Feb 07, 2014 11:50
Getting a touch burned out on social justice issues right now. Since I graduated I made a real effort to become an educated feminist, and you really can't responsibly study feminism without various other intersecting issues, so these things are my main form of informative reading these days. I care a great deal, want to learn as much as I can, and do what I can to live responsibly in a world with so many problems in these areas, but there's so much badness that it's been a bit overwhelming lately. I feel bad saying that, since as an extremely privileged person I can avoid dealing with any of it if I want to, when so few others have that choice, and since it hurts me personally so much less than many others I should have more strength to deal with it. But in the interest of self-care, to enable me to participate positively at all, I think it's okay if I acknowledge when I'm getting overwhelmed and need to recharge once in a while.
The one thing I am struggling with right now that I'm not so sure how to handle is how I feel like I can trust my own judgment so little when it comes to evaluating the situations and the best course of action in social justice issues. As I said, I am an extremely privileged person, a straight, white, cis, het, educated, Christian woman from a rich background who has but rarely even encountered a lot of sexism personally directed at her. All my life I've lived in a status quo that serves me, and has made me comfortable in it. And I worry that it's conditioned me to be resistant to ideas that challenge the notions I'm comfortable with-- like, how much or little racism there is in me, or how much I benefit from my privilege versus my own hard work. Or, worst of all, how bad/racist/homophobic/whatever any given behavior and situation is. So it's made me afraid that however I assess something, I can't trust that assessment because it might be too influenced by my privileged bias.
I know the basics. I know I am the sort of person who just needs to shut up and listen in most conversations (concerning queerness, race, poverty, et cetera). I know I don't get to speak for people in different circumstances, or decide what their reaction should be. I'm pretty good about those. But sometimes I run up against something that doesn't sit right with me. It doesn't sound like the assessment made of the situation is actually correct. Here's a fairly mild example. There was that nice Coke commercial during the Super Bowl where I think America the Beautiful or something was sung in a dozen different languages, many of them not your standard western-European ones. I thought that was very nice. But then one of the blogs I read reacted to it with how meaningless it was since Coke is a capitalistic imperialist company that benefits from unjust labor practices in third-world countries. My first reaction was, "Oh, come on, for Christ's sake! Representation matters, that commercial's diversity was a seriously good thing and it's not fair to devalue it just because it doesn't fix all problems." But is that because I'd rather enjoy some nice feel-good lip-service rather than take a company (who I have given probably THOUSANDS of dollars to over my twenty-seven years of life) to task for things that seriously hurt disadvantaged people?

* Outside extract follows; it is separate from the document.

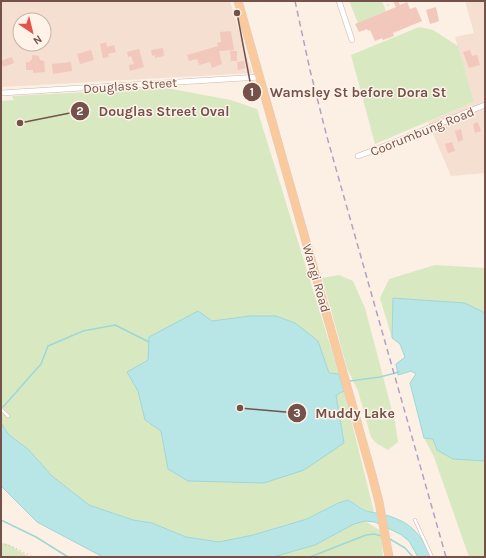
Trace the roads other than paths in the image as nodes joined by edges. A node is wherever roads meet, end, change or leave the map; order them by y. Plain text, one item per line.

I don't know. I have a really hard time telling if, when I react negatively, it's because there's something genuinely off about it, or because I'm a privileged person who doesn't like threats to the status quo that might paint me in a light I don't like. It's not that I want to have my lily-white privileged feelings coddled so I don't have to feel bad about my participation in the corrupt system. If my impressions of things are influenced by that ingrained part of myself, I want to know, so I can do what I can to stop reacting based on it. But I want to be able to trust my own judgment. There isn't always going to be a proper authority there to tell me what's problematic and what the most responsible course of action for me to take is. It's frustrating. I don't want any reassurance or anything that I'm doing okay or whatever, so don't worry about that. I'd like to develop the skills to identify that stuff on my own, plus to identify when I'm dealing with a bias that is clouding me.